I’ve been on a quinoa kick a lot lately. I really try to eat it as often as I can. It is light and fluffy. It’s not too filling and it has 8 of the essential amino acids that our bodies need which makes it one of the only foods that are a complete protein.
That’s a big deal.
My son is very actively involved in sports and is always looking for MORE protein. He can work out as much as 6 hours in a day between the 2 sports he’s involved in so it’s important to me that he get the nutrients, minerals and vitamins he needs to stay healthy.
This Roasted Butternut Squash & Quinoa Salad is a great snack for him to refuel. I personally eat it for lunch along with some other roasted veggies or a side salad.
It is very low in sodium. It has no cholesterol and is a great source of protein, magnesium and Phosphorus.
Roasting the squash brings out it’s flavor so beautifully. The important thing to remember when roasting the squash is to leave enough room on the baking sheet so the squash will roast and not steam. In other words, don’t overcrowd the pan.
I guess this would traditionally be considered a fall recipe with the butternut squash and the dried cherries. But I really enjoy this during the summer straight out of the fridge. But iff turning the oven on during these hot months is an issue, you can always cut the squash into large chunks and grill it. 🙂
The squash and quinoa get tossed together with some slivered almonds, dried cherries and red onion. The best part is the delicious balsamic vinaigrette that goes on top. It has some honey in it and Dijon mustard as well.

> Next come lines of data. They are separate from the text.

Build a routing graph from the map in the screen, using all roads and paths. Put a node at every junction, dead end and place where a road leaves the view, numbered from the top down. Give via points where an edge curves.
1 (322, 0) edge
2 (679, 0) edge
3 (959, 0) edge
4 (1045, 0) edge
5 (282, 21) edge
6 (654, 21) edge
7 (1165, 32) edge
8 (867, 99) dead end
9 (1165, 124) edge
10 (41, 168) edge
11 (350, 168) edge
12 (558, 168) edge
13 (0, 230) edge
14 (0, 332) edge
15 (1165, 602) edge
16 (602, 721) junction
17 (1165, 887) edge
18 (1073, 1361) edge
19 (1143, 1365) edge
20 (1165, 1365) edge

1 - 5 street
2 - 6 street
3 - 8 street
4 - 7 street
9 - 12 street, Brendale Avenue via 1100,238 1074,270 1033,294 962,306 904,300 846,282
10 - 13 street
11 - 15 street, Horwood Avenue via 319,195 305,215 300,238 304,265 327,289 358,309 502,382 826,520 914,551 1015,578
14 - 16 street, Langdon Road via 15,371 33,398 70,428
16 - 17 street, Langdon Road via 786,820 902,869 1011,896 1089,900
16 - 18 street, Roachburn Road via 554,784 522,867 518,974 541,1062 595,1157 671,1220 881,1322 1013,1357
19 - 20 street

Let it soak it all up in the fridge for a bit and you can serve it cold or warm.Print
Roasted Butternut Squash & Quinoa Salad
- 1 Cup Uncooked Quinoa (red or white)
- 1 ½ Cups Water (or broth)
- 1 Butternut Squash, chopped into small cubes
- 1 Tablespoon Olive Oil
- ½ Cup Dried Cranberries
- ¼ Cup Organic Red Onion, finely diced
- ¼ Cup Toasted Slivered Almonds
- salt and black pepper
FOR THE DRESSING:
- ½ Cup Olive Oil
- ¼ Cup Balsamic Vinegar
- 1 teaspoon Honey
- 1 teaspoon Dijon mustard
- 1 garlic clove, minced
- salt and black pepper
- drizzle of Pure Maple Syrup
- Preheat the oven to between 425-450°F.
- In a large bowl, toss the butternut squash with olive oil. Season with salt and pepper and arrange the squash on a baking sheet in a single layer leaving plenty of room so it doesn’t steam. This may require 2 baking sheets
- Roast for approximately 20 minutes, checking every few minutes after until the squash is tender and browned
- Meanwhile, rinse quinoa under cold water until water runs clear, (this is an essential step as the quinoa will have a bitter taste if it’s not rinsed first)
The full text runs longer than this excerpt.